What you will do: Search the entries for the word "Calandrini" and return every line where it is found.

Dataset entries:
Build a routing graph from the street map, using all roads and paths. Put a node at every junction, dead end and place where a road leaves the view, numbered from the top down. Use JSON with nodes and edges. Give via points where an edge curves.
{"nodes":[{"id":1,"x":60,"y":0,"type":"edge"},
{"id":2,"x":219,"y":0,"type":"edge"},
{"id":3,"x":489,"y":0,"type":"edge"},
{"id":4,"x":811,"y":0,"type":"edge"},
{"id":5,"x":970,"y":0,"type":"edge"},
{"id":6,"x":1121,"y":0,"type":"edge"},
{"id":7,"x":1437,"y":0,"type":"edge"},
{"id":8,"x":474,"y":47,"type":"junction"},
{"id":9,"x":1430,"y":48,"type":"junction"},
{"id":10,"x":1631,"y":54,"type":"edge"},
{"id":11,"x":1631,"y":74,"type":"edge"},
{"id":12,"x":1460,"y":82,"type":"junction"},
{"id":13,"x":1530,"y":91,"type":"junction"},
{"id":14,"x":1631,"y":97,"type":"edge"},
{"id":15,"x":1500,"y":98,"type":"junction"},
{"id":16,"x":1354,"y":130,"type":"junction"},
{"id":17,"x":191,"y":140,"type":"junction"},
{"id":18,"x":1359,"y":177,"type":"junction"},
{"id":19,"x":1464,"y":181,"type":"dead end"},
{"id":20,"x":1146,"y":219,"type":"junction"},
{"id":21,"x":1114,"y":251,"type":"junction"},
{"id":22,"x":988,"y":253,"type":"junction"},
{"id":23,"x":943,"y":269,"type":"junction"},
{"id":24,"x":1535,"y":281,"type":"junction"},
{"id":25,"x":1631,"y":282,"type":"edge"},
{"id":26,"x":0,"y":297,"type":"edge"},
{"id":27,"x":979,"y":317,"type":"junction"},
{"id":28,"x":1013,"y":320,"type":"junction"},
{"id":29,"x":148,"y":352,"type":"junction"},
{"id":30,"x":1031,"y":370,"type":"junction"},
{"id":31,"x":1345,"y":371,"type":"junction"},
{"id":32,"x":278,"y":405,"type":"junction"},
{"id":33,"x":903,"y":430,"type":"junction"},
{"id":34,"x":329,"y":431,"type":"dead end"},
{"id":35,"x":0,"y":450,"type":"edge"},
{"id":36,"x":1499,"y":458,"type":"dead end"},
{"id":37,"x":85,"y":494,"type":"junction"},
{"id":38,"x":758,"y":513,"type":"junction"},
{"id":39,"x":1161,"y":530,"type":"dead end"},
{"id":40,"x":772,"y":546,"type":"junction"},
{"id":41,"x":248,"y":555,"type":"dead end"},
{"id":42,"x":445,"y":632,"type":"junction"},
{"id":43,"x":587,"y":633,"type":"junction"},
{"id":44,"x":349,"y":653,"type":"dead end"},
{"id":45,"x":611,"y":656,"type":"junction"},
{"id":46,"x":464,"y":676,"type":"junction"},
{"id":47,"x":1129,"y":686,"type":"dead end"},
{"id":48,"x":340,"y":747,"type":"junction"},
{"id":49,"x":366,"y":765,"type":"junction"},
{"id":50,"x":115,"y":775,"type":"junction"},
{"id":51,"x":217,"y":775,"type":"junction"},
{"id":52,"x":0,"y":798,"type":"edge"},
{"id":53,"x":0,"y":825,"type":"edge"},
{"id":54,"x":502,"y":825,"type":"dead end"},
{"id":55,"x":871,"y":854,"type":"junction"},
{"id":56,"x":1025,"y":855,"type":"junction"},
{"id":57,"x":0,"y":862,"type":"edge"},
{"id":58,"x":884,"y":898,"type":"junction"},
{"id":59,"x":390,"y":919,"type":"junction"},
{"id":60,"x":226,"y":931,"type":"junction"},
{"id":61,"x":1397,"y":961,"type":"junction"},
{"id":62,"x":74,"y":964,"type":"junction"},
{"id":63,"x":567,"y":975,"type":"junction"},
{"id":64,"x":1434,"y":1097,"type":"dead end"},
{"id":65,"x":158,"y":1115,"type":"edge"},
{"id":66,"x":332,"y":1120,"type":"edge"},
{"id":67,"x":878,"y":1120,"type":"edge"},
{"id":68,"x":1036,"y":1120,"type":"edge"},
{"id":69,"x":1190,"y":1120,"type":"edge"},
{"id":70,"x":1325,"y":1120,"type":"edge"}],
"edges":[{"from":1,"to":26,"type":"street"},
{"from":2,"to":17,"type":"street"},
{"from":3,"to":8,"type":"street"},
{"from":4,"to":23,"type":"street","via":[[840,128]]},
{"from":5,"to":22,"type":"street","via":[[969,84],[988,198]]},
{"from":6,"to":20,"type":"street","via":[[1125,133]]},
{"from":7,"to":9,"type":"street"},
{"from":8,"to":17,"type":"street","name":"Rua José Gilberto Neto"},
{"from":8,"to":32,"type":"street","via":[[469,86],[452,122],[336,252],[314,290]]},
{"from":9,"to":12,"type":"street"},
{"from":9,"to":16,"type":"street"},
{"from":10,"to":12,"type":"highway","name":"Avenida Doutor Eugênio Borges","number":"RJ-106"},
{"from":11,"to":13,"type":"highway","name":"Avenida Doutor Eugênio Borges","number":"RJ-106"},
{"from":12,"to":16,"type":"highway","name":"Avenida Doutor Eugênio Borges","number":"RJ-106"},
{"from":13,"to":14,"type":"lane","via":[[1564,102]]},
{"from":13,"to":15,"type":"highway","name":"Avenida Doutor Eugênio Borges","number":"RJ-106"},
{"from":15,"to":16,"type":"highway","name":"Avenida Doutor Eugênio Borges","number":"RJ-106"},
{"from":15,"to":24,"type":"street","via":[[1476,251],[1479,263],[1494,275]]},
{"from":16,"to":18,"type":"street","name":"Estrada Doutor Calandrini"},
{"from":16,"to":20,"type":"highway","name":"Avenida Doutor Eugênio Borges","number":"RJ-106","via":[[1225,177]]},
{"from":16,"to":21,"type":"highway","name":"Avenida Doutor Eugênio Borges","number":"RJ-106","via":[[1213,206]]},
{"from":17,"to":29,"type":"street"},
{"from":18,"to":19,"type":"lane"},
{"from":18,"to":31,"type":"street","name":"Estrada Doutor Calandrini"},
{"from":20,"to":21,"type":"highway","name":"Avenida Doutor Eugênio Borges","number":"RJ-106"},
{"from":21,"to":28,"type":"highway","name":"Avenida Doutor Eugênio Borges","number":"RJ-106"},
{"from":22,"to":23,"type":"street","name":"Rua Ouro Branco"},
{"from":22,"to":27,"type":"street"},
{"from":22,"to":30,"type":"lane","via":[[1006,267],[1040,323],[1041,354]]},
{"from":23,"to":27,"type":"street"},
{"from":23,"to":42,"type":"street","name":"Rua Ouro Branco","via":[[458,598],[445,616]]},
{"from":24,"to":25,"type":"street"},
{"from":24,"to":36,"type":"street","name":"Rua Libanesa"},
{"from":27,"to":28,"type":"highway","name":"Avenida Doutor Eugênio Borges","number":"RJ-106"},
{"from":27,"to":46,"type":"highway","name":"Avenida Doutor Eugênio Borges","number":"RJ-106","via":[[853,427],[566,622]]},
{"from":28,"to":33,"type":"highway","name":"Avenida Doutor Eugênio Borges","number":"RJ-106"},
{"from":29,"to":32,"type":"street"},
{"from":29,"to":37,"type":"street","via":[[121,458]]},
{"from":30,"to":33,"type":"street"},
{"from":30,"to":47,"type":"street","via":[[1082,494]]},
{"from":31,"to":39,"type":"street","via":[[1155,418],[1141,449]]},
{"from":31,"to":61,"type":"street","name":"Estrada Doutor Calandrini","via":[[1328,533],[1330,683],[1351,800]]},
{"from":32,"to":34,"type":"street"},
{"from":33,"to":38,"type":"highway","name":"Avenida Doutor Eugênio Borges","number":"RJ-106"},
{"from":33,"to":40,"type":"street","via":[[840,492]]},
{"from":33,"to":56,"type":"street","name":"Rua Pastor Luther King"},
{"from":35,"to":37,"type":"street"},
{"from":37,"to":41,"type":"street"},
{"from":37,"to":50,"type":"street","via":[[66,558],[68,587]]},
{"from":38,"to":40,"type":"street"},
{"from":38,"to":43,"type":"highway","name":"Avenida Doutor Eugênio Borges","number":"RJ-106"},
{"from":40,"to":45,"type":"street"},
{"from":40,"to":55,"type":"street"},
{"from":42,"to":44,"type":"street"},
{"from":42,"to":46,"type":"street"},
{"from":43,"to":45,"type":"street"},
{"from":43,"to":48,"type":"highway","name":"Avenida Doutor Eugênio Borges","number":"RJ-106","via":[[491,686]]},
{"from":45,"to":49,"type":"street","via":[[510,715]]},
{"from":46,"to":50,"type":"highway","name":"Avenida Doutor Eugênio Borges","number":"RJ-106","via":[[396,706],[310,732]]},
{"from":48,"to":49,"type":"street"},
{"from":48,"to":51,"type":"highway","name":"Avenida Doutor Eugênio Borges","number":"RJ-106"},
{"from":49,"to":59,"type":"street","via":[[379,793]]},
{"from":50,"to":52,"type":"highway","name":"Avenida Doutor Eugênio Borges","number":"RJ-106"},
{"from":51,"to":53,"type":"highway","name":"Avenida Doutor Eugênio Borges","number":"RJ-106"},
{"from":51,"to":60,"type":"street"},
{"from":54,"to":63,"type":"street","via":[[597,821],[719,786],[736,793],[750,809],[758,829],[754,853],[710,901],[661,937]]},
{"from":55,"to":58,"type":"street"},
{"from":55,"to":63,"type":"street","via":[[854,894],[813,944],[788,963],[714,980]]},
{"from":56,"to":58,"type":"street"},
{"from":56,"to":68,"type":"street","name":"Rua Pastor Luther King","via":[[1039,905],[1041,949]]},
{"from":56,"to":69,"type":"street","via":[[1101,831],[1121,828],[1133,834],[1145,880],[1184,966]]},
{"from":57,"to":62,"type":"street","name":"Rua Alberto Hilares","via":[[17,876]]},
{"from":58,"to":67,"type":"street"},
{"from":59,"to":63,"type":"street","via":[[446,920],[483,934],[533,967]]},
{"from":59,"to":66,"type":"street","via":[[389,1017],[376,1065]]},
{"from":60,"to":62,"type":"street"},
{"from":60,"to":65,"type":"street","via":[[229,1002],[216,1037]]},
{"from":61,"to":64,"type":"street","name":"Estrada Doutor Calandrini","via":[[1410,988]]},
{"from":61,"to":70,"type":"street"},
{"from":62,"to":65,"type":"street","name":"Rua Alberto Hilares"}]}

Exercise answer:
{"from":16,"to":18,"type":"street","name":"Estrada Doutor Calandrini"},
{"from":18,"to":31,"type":"street","name":"Estrada Doutor Calandrini"},
{"from":31,"to":61,"type":"street","name":"Estrada Doutor Calandrini","via":[[1328,533],[1330,683],[1351,800]]},
{"from":61,"to":64,"type":"street","name":"Estrada Doutor Calandrini","via":[[1410,988]]},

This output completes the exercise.